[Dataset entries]
--- START ---
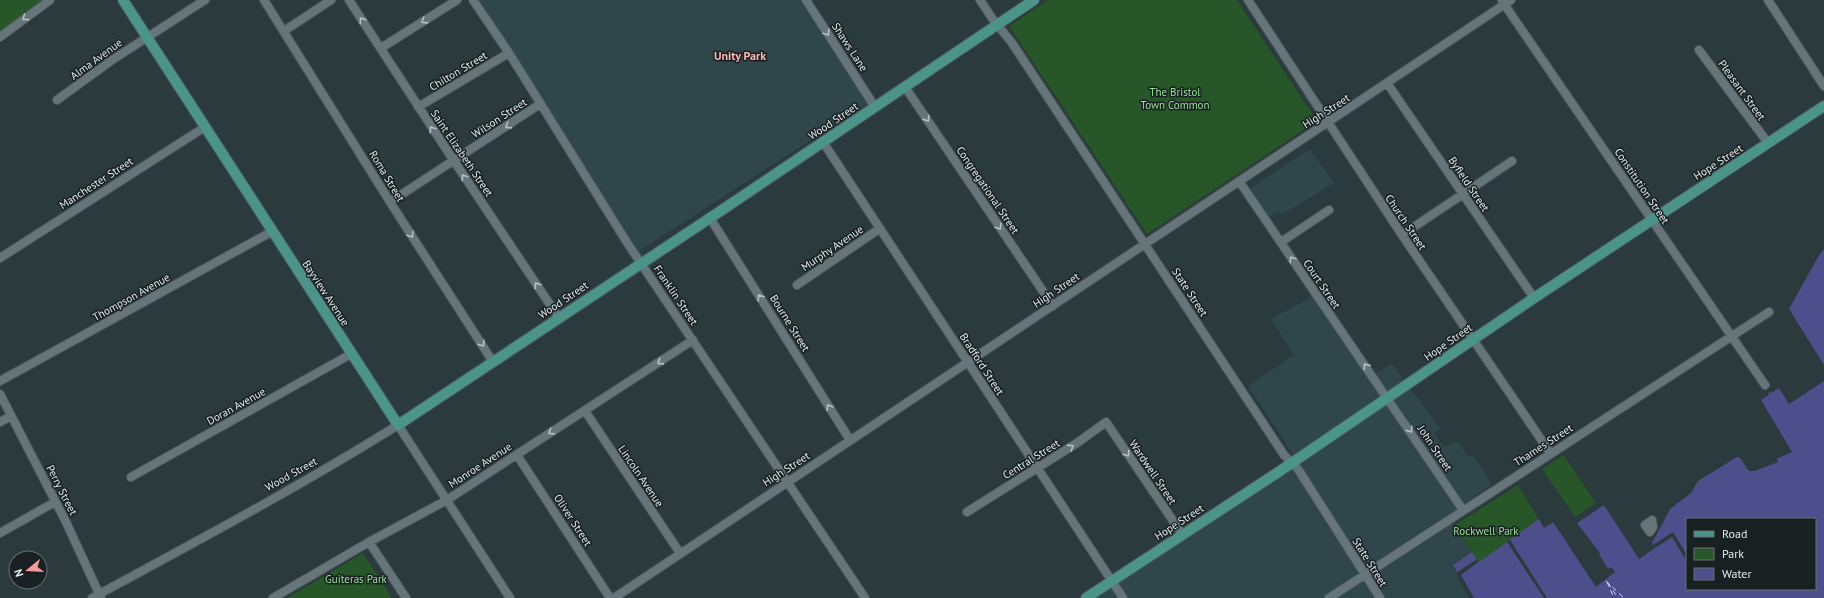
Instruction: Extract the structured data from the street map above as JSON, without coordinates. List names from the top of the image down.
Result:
{
  "streets": {
    "main road": ["Wood Street", "Hope Street", "Bayview Avenue"],
    "street": [
      "Shaws Lane",
      "Alma Avenue",
      "Chilton Street",
      "Pleasant Street",
      "High Street",
      "Wilson Street",
      "Saint Elizabeth Street",
      "Roma Street",
      "Manchester Street",
      "Byfield Street",
      "Constitution Street",
      "Congregational Street",
      "Church Street",
      "Murphy Avenue",
      "Court Street",
      "State Street",
      "Franklin Street",
      "Thompson Avenue",
      "Bourne Street",
      "Bradford Street",
      "Doran Avenue",
      "Thames Street",
      "John Street",
      "Central Street",
      "Monroe Avenue",
      "Wardwell Street",
      "Lincoln Avenue",
      "Perry Street",
      "Oliver Street"
    ]
  },
  "crossings": [
    ["Shaws Lane", "Wood Street"],
    ["Alma Avenue", "Bayview Avenue"],
    ["Chilton Street", "Saint Elizabeth Street"],
    ["Chilton Street", "Franklin Street"],
    ["Pleasant Street", "Hope Street"],
    ["High Street", "Byfield Street"],
    ["High Street", "Constitution Street"],
    ["High Street", "Congregational Street"],
    ["High Street", "Church Street"],
    ["High Street", "Court Street"],
    ["High Street", "State Street"],
    ["High Street", "Franklin Street"],
    ["High Street", "Bourne Street"],
    ["High Street", "Bradford Street"],
    ["High Street", "Lincoln Avenue"],
    ["Wilson Street", "Saint Elizabeth Street"],
    ["Wilson Street", "Roma Street"],
    ["Wilson Street", "Franklin Street"],
    ["Wood Street", "Saint Elizabeth Street"],
    ["Wood Street", "Roma Street"],
    ["Wood Street", "Congregational Street"],
    ["Wood Street", "State Street"],
    ["Wood Street", "Bayview Avenue"],
    ["Wood Street", "Franklin Street"],
    ["Wood Street", "Bourne Street"],
    ["Wood Street", "Bradford Street"],
    ["Wood Street", "Perry Street"],
    ["Hope Street", "Byfield Street"],
    ["Hope Street", "Constitution Street"],
    ["Hope Street", "Church Street"],
    ["Hope Street", "Court Street"],
    ["Hope Street", "State Street"],
    ["Hope Street", "Bradford Street"],
    ["Hope Street", "John Street"],
    ["Hope Street", "Wardwell Street"],
    ["Manchester Street", "Bayview Avenue"],
    ["Constitution Street", "Thames Street"],
    ["Church Street", "Thames Street"],
    ["Murphy Avenue", "Bradford Street"],
    ["Court Street", "John Street"],
    ["State Street", "Thames Street"],
    ["Bayview Avenue", "Thompson Avenue"],
    ["Bayview Avenue", "Doran Avenue"],
    ["Bayview Avenue", "Monroe Avenue"],
    ["Franklin Street", "Monroe Avenue"],
    ["Bradford Street", "Central Street"],
    ["Thames Street", "John Street"],
    ["Central Street", "Wardwell Street"],
    ["Monroe Avenue", "Lincoln Avenue"],
    ["Monroe Avenue", "Oliver Street"]
  ],
  "one_way": [
    "Shaws Lane",
    "Wilson Street",
    "Saint Elizabeth Street",
    "Roma Street",
    "Congregational Street",
    "Court Street",
    "Bourne Street",
    "John Street",
    "Central Street",
    "Monroe Avenue",
    "Wardwell Street"
  ],
  "districts": ["Unity Park"],
  "parks": ["The Bristol Town Common", "Rockwell Park", "Guiteras Park"],
  "legend": ["Road", "Park", "Water"],
  "north": "left"
}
--- END ---
**What is required**
A word-for-word copy of the records is needed, one that contains no pictures.

**Exercise result**
Instruction: Extract the structured data from the street map above as JSON, without coordinates. List names from the top of the image down.
Result:
{
  "streets": {
    "main road": ["Wood Street", "Hope Street", "Bayview Avenue"],
    "street": [
      "Shaws Lane",
      "Alma Avenue",
      "Chilton Street",
      "Pleasant Street",
      "High Street",
      "Wilson Street",
      "Saint Elizabeth Street",
      "Roma Street",
      "Manchester Street",
      "Byfield Street",
      "Constitution Street",
      "Congregational Street",
      "Church Street",
      "Murphy Avenue",
      "Court Street",
      "State Street",
      "Franklin Street",
      "Thompson Avenue",
      "Bourne Street",
      "Bradford Street",
      "Doran Avenue",
      "Thames Street",
      "John Street",
      "Central Street",
      "Monroe Avenue",
      "Wardwell Street",
      "Lincoln Avenue",
      "Perry Street",
      "Oliver Street"
    ]
  },
  "crossings": [
    ["Shaws Lane", "Wood Street"],
    ["Alma Avenue", "Bayview Avenue"],
    ["Chilton Street", "Saint Elizabeth Street"],
    ["Chilton Street", "Franklin Street"],
    ["Pleasant Street", "Hope Street"],
    ["High Street", "Byfield Street"],
    ["High Street", "Constitution Street"],
    ["High Street", "Congregational Street"],
    ["High Street", "Church Street"],
    ["High Street", "Court Street"],
    ["High Street", "State Street"],
    ["High Street", "Franklin Street"],
    ["High Street", "Bourne Street"],
    ["High Street", "Bradford Street"],
    ["High Street", "Lincoln Avenue"],
    ["Wilson Street", "Saint Elizabeth Street"],
    ["Wilson Street", "Roma Street"],
    ["Wilson Street", "Franklin Street"],
    ["Wood Street", "Saint Elizabeth Street"],
    ["Wood Street", "Roma Street"],
    ["Wood Street", "Congregational Street"],
    ["Wood Street", "State Street"],
    ["Wood Street", "Bayview Avenue"],
    ["Wood Street", "Franklin Street"],
    ["Wood Street", "Bourne Street"],
    ["Wood Street", "Bradford Street"],
    ["Wood Street", "Perry Street"],
    ["Hope Street", "Byfield Street"],
    ["Hope Street", "Constitution Street"],
    ["Hope Street", "Church Street"],
    ["Hope Street", "Court Street"],
    ["Hope Street", "State Street"],
    ["Hope Street", "Bradford Street"],
    ["Hope Street", "John Street"],
    ["Hope Street", "Wardwell Street"],
    ["Manchester Street", "Bayview Avenue"],
    ["Constitution Street", "Thames Street"],
    ["Church Street", "Thames Street"],
    ["Murphy Avenue", "Bradford Street"],
    ["Court Street", "John Street"],
    ["State Street", "Thames Street"],
    ["Bayview Avenue", "Thompson Avenue"],
    ["Bayview Avenue", "Doran Avenue"],
    ["Bayview Avenue", "Monroe Avenue"],
    ["Franklin Street", "Monroe Avenue"],
    ["Bradford Street", "Central Street"],
    ["Thames Street", "John Street"],
    ["Central Street", "Wardwell Street"],
    ["Monroe Avenue", "Lincoln Avenue"],
    ["Monroe Avenue", "Oliver Street"]
  ],
  "one_way": [
    "Shaws Lane",
    "Wilson Street",
    "Saint Elizabeth Street",
    "Roma Street",
    "Congregational Street",
    "Court Street",
    "Bourne Street",
    "John Street",
    "Central Street",
    "Monroe Avenue",
    "Wardwell Street"
  ],
  "districts": ["Unity Park"],
  "parks": ["The Bristol Town Common", "Rockwell Park", "Guiteras Park"],
  "legend": ["Road", "Park", "Water"],
  "north": "left"
}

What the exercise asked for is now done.